The parts are like the picking list for an N55 house or table, and that's one part of Barclay's very precise fetish, but then there is the geometry that sort of evokes and catharts our real relationship to rooms. There are six anodised aluminium rods with pointed stainless javelin tips bent into tight curves under the ceiling, and scratch marks on the paint witness the tightness of the fit. This isn't endangering the gallery like Chris Burden's Hercules, just sort of tweaking it, picking at it. But the compression and the bending loads involved sort of weigh on the visitor's perceptions and, well, you start to have a very involved relationship to the Showroom's space.
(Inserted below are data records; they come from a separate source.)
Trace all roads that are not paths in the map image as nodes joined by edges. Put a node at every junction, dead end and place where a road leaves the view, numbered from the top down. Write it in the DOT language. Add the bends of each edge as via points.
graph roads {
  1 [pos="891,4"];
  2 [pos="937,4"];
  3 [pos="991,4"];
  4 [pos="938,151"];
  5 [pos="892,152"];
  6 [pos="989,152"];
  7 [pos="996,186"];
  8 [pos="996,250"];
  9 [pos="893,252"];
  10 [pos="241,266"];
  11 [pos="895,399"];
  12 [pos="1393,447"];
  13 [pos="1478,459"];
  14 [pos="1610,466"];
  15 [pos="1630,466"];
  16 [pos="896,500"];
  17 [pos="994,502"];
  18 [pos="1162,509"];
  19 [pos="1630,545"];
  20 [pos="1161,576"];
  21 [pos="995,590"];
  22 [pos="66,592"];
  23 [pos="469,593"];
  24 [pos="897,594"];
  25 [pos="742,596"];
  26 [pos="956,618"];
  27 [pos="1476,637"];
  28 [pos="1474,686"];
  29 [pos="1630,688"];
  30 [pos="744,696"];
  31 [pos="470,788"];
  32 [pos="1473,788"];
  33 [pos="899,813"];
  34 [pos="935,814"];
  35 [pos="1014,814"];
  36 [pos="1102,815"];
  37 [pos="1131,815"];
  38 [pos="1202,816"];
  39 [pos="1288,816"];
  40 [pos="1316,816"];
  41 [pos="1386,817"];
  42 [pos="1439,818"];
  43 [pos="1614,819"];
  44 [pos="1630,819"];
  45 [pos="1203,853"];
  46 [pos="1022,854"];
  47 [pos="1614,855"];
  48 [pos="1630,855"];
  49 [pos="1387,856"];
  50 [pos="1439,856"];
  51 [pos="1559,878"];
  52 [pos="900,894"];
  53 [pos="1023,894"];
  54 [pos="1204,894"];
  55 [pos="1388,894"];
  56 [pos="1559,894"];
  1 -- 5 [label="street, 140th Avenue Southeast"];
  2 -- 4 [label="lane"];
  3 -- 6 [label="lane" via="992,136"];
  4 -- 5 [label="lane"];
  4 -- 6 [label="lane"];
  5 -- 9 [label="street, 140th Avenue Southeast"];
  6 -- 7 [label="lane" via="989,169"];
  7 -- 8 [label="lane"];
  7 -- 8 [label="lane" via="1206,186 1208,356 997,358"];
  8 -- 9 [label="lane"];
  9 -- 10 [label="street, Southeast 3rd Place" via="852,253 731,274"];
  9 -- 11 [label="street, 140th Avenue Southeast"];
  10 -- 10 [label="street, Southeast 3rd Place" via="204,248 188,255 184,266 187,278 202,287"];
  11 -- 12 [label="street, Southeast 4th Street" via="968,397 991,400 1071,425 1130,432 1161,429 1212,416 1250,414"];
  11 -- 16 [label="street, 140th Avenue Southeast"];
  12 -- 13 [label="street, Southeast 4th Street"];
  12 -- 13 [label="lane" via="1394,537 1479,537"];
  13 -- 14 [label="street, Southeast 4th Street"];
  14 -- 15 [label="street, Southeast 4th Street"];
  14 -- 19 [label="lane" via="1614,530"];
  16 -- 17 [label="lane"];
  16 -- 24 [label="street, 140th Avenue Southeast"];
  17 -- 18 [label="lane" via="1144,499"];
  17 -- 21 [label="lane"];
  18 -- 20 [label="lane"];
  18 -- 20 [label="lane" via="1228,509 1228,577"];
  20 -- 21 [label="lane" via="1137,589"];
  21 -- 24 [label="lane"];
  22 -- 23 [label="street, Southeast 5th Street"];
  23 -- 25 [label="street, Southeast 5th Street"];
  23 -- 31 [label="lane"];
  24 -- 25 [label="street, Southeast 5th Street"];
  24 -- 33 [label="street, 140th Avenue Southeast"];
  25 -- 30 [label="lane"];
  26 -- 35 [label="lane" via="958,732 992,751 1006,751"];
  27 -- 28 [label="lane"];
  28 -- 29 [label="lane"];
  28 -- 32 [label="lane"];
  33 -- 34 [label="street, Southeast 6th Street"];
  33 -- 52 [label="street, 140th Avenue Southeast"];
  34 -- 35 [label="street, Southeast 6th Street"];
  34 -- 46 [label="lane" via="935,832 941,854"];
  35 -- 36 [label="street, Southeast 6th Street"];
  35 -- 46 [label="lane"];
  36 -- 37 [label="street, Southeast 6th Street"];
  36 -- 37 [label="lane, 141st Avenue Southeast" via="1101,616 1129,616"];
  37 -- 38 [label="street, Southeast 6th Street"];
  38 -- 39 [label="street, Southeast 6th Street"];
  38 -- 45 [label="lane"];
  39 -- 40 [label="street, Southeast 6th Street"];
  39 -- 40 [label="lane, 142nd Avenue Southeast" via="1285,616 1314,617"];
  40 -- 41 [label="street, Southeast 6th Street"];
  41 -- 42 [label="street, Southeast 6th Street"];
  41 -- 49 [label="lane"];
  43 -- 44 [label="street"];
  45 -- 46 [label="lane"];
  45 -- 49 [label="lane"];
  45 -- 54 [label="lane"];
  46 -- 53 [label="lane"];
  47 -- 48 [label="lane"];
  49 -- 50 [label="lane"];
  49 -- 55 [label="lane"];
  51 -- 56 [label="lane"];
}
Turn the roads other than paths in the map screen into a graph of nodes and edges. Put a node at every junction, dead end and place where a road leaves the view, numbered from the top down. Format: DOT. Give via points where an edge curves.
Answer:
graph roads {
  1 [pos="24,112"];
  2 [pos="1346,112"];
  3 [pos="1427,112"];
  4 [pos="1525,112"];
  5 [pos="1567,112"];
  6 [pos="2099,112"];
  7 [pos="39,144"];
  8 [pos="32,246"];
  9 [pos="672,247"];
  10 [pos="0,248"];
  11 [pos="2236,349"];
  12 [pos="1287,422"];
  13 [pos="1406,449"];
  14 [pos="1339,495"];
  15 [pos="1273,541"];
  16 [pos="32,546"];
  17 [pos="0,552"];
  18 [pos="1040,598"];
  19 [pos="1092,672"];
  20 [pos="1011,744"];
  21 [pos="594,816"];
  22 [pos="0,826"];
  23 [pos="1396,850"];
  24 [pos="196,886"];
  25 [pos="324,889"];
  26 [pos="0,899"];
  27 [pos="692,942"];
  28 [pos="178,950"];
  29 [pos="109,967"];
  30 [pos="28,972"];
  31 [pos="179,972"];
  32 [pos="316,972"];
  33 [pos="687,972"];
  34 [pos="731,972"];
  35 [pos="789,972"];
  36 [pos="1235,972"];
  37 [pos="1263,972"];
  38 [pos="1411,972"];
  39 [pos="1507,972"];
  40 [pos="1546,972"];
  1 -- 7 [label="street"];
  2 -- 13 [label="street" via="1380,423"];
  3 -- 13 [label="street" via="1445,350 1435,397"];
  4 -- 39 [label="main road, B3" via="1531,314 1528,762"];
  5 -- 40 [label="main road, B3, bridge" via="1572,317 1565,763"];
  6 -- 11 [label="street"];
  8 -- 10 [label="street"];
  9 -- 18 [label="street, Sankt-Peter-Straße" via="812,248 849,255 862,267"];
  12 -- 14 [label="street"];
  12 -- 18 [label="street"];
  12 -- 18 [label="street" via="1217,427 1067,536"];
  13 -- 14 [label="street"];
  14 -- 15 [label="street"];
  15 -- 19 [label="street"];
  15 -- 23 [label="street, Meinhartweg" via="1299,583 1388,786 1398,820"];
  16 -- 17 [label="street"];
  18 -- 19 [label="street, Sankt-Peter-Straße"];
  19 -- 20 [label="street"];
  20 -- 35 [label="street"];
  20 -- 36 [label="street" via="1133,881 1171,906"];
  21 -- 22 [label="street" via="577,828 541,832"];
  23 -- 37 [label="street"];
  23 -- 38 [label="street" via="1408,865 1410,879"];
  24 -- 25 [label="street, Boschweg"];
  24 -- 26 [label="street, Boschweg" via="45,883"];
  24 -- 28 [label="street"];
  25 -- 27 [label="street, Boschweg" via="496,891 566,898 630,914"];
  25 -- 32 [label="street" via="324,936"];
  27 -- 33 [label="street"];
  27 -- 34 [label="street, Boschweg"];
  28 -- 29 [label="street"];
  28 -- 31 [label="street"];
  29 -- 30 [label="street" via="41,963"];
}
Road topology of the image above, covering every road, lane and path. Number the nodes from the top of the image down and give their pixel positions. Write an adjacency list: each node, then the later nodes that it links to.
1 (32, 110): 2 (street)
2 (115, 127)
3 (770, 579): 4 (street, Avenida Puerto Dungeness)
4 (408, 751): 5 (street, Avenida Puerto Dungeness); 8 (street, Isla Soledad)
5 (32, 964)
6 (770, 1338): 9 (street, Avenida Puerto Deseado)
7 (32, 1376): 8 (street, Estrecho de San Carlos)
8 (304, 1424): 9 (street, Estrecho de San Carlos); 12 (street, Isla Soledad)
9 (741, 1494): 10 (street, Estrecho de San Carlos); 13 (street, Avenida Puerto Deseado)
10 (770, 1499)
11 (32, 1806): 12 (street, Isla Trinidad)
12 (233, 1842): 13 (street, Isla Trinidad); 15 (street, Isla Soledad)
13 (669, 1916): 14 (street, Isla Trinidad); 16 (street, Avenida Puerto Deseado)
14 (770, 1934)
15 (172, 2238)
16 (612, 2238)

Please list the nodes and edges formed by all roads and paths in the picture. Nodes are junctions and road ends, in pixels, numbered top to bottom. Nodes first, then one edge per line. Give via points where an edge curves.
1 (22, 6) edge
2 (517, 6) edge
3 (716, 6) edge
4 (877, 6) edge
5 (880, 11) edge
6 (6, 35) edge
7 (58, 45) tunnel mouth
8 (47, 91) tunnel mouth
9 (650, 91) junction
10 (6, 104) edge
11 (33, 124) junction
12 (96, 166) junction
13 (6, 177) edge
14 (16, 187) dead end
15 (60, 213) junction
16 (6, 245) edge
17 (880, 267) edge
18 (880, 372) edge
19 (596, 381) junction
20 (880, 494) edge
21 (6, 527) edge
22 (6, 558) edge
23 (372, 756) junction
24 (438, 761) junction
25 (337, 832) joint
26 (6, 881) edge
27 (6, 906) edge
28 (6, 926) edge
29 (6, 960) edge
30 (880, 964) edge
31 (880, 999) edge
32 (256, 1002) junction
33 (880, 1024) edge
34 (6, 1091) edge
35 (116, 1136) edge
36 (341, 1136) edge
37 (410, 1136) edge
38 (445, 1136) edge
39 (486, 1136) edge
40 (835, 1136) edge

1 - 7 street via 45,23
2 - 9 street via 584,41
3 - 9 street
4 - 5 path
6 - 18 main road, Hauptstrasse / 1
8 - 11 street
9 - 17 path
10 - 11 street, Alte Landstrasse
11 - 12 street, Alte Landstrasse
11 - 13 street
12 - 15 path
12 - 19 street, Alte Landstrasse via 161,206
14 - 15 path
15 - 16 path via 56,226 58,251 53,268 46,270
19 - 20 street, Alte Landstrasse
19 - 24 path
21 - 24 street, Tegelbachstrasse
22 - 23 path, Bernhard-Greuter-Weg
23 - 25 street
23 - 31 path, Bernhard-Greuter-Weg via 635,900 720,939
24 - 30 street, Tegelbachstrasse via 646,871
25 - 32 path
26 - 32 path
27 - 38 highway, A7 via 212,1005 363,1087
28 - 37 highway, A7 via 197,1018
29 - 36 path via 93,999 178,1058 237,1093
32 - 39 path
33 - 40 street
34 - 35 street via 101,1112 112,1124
Like that part in Proust where the kid describes his geometrical relationship to the church spire in Combray, and the way the pallid sky seems to hollow itself out to make room. The second part of Barclays installation is a back-room shelter or den that throws an orange glow from the triangular backspace of the gallery on a day with any sort of daylight worth speaking about. But dens have become sort of commonplace as TV rooms and hang-outs, so this den revalues the feral nature of the hang-out space. On the floor is a big soil- smeared cushion, which, pre-smearing, was just about the colour of Kaopectate, and an extrusive pile of dirt that has been shaped with two homunculus-style forms.

The orange glow is created by a stretched canopy of orange rip-stop nylon, a spinnaker colour intermittently popular in sailing circles, referencing the yacht art of Californians like Jorge Prado maybe. But this sail, for all its tension, has decorative scalloped edges along one tape, and funnels back down the space creating a cave.

Above the orange cloth is a hollowed-out shiny space of falling skylight dust, below it is an ambiguous cross-species habitat. On the wall are two photographs of empty animal enclosures at London zoo, one from the insect house, (which is a fairly easy guess given the painted wall twigs and the savannah-ish feel,). The other is a grimy cage in the process of changing residents, but you'd have to guess at small temperate region mammals.

At least the photos make them seem like they're unoccupied ,but, like the cages that you wait infront of unsure about whether the real live animal act is just about to break cover and reveal itself, you wait some more just in case you missed an twitching stick insect or something. One of the best known photographs of Claire Barclay shows her on a sunny hillside with a wolf, a nice faked-up Beuysian twist, and revealing of her concerns about our appropriation of natural environments. But if our own apartment dogs feel any embarrassment about being failed, de-natured wolves, they have the consolation that the rewards of being a successful parasite species, seduced by comfort, you get to watch a lot of TV.